It’s a famous quote from Jackie Kennedy.
“Pearls are always appropriate.”
Indeed. A piece of jewellery so fine and yet so simple that it can be worn with anything to any occasion. In the world of fashion and value, real pearls really can be priceless. However, the idea that ‘pearls are always appropriate’ is where a certain problem lies. As we know, pearls are not just a gem that can be found merely anywhere. No, because the purest pearls have to be produced by a very special organism. A bivalve mollusc. Ok, so bivalve mollusc sounds anything but glamorous doesn’t it? But it’s the truth. Typically, when someone says pearl, we think oyster. But here in the UK, we hold a different kind of pearl producing bivalve mollusc. A highly endangered bivalve mollusc, whose populations are extremely endangered across the world. In fact, their global stronghold is Scotland and one of the reasons that they are now so endangered is due to that valuable little gem that they can produce. Of what are we talking? The freshwater pearl mussel.
Margaritifera margaritifera. For some reason I am now reading margherita margherita and thinking of pizza. That’s how my mind works apparently. Anyway! The freshwater pearl mussel. A seemingly uninspiring mollusc, a little lacking on the cute factor and therefore a little lacking in general public awareness. Of course, not everyone is unaware of them, but if I said red squirrel and freshwater pearl mussel, I would be willing to wager that most would know the red squirrel, but not the pearl mussel. But delve a little deeper into the history of this mussel and his story is rather fascinating.
Our history lesson of the freshwater pearl mussel begins millennia ago and we find ourselves in the time of the Romans. Indeed, the first documented reference to the mussel in Britain comes from Suetonius, the biographer of Julius Caesar, who claimed that Caesar loved pearls so much, that it played a part in the first Roman invasion of Britain in 55BC! Sounds a little odd, but then again, so did a lot of things the Romans did. Fast forward a little and in 12th century Scotland, pearls were also a big part of the UK’s history, with Alexander I, King of Scots, claiming to have the very best collection of pearls than any other living man. As the pearl mussel was once widely distributed through our lands, no doubt some, if not all of these pearls, came from the freshwater pearl mussel. However, come the 18th century and we begin to see the first claims of declines in the freshwater pearl mussel. Since then, this decline has increased at an alarming rate and not just in the UK, but globally, with most of the remaining populations across the world being small, fragmented and extremely fragile.
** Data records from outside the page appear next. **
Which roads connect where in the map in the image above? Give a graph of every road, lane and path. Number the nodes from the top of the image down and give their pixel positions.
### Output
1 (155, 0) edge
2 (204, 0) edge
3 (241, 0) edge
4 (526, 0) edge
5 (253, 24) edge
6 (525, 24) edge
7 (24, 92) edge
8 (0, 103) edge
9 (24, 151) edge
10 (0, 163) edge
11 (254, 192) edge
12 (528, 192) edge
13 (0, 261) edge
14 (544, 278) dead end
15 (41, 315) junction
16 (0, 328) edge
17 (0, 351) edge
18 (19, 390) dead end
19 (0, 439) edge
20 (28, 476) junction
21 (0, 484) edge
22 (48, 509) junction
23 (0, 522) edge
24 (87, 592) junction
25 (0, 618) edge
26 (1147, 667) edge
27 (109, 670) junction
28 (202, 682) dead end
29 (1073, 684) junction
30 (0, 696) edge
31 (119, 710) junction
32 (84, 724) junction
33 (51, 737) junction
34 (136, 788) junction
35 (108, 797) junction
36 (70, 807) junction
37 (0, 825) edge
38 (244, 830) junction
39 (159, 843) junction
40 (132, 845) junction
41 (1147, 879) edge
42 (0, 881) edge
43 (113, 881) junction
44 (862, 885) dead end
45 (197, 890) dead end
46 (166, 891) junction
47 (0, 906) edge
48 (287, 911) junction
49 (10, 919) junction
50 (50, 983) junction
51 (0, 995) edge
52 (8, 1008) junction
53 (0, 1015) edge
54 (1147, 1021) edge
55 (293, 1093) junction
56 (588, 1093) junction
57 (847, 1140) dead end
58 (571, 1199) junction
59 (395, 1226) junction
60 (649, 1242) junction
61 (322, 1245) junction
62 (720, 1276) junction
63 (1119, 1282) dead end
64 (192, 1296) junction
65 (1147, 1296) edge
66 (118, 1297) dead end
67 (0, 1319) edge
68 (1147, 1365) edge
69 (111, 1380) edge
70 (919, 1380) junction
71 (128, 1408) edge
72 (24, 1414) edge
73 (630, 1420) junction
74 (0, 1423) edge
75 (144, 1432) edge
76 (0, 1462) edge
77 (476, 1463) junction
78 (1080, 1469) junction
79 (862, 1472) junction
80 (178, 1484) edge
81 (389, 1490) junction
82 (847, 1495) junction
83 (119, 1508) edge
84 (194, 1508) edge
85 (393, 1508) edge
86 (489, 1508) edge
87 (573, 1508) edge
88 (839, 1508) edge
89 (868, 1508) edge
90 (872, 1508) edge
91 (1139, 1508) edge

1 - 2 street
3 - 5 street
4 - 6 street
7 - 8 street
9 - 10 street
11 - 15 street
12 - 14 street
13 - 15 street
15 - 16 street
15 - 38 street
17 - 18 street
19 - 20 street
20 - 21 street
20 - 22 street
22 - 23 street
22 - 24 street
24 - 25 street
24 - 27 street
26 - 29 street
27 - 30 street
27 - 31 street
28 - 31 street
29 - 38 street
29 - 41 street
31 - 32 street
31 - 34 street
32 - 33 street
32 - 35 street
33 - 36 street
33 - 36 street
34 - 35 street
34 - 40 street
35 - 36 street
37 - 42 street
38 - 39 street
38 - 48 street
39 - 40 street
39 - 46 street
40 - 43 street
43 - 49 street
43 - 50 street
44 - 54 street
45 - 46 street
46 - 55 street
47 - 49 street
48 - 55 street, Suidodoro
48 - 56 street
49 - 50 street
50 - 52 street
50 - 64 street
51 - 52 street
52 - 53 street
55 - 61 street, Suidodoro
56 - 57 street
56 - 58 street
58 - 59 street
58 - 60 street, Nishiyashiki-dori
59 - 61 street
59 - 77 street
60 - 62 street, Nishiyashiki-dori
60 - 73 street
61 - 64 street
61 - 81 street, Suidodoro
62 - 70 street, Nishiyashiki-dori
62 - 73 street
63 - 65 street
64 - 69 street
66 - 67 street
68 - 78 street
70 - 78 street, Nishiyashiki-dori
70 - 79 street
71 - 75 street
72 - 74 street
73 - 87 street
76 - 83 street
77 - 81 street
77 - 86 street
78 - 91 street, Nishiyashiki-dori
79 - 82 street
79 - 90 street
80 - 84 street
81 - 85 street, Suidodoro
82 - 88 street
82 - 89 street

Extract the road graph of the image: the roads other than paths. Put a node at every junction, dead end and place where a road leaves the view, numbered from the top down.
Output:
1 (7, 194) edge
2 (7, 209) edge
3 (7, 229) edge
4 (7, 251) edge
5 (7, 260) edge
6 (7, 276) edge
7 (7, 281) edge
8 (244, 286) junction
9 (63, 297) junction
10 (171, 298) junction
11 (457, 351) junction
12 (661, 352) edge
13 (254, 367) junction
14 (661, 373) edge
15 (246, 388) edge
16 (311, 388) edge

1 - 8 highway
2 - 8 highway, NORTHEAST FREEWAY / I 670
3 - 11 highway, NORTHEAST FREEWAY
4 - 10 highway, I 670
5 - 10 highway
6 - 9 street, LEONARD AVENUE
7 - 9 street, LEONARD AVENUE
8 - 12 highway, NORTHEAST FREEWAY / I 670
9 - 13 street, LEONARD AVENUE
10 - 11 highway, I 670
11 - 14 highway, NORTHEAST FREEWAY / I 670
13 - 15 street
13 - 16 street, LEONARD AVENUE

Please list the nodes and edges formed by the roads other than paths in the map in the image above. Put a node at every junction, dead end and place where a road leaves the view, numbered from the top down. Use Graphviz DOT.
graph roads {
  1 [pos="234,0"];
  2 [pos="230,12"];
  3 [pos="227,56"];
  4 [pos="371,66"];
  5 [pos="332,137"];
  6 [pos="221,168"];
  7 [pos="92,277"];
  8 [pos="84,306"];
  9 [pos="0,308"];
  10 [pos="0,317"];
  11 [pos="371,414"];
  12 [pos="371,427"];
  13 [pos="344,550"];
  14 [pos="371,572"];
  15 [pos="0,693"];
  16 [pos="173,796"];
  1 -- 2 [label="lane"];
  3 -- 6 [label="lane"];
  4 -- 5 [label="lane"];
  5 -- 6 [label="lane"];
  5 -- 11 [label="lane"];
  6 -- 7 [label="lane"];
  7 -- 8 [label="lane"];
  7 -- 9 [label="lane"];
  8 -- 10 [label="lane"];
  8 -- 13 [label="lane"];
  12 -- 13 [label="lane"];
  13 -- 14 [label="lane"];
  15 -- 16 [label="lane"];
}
But why so threatened? What is it that could make a little bivalve mollusc so vulnerable? And why do we care? Well, as we’ve already mentioned, we humans love a good pearl. They’re pretty, they’re a bit of a status symbol and they can be worth a bit of cash. Pearl fishing has been a long standing and significant threat to the pearl mussel, but the species now has full protection and yet their decline continues. So what else? Well, unfortunately for the pearl mussel, they are not very easily pleased. And why should they be! They require the substrates of river beds to be highly specific, they need a high standard of water quality, little disturbance and, very importantly, they need fish. Hang on a minute, fish?! What, are they partial to a bit of seafood? A few prawns? An octopus maybe? No no, but they do in fact have a parasitic stage in their life-cycle, where pearl mussel glochidia (microscopic larvae) attach themselves to the gills of salmon and brown trout. After a few months of living in the highly oxygenated environment, they then drop off the fish and onto the river bed, where they grow and become adults. Unfortunately, these fish species have also experienced declines and the freshwater pearl mussel finds itself with a reduced number of hosts. Pollution, eutrophication, disturbance from dam building, management to watercourses and natural events such as flooding, have all had a negative impact on this fragile species. Water quality is simply not good enough and there are now very few areas where the species can go undisturbed by humans and river management.
So, why do we care? Well, the pearl mussel has more talents than its ability to produce pearls. It thought that the pearl mussel may also provide vital ecosystem services. Like all mussels, they are filter feeders, so they essentially clean our waters as they go, cycling through gallons of water per hour. They can capture particles and leave behind cleaner and more nutrient rich waters, therefore, providing fresh water for the rest of us. And that’s not just humans, with the pearl mussel also benefitting other aquatic and riverine species from its filter feeding behaviour.
So, ladies and gentlemen, I give you the freshwater pearl mussel. Loved by the most famous Roman general we have ever known, adored by Kings and a species that has been present and part of our country’s biodiversity for many centuries. Unfortunately, his popularity as a pearl producer has been something of his downfall, but it’s not too late just yet! The next chapter in the life history of this bivalve mollusc is still being written, with any luck and a bit of conservation magic that next chapter will not be titled ‘Extinct.’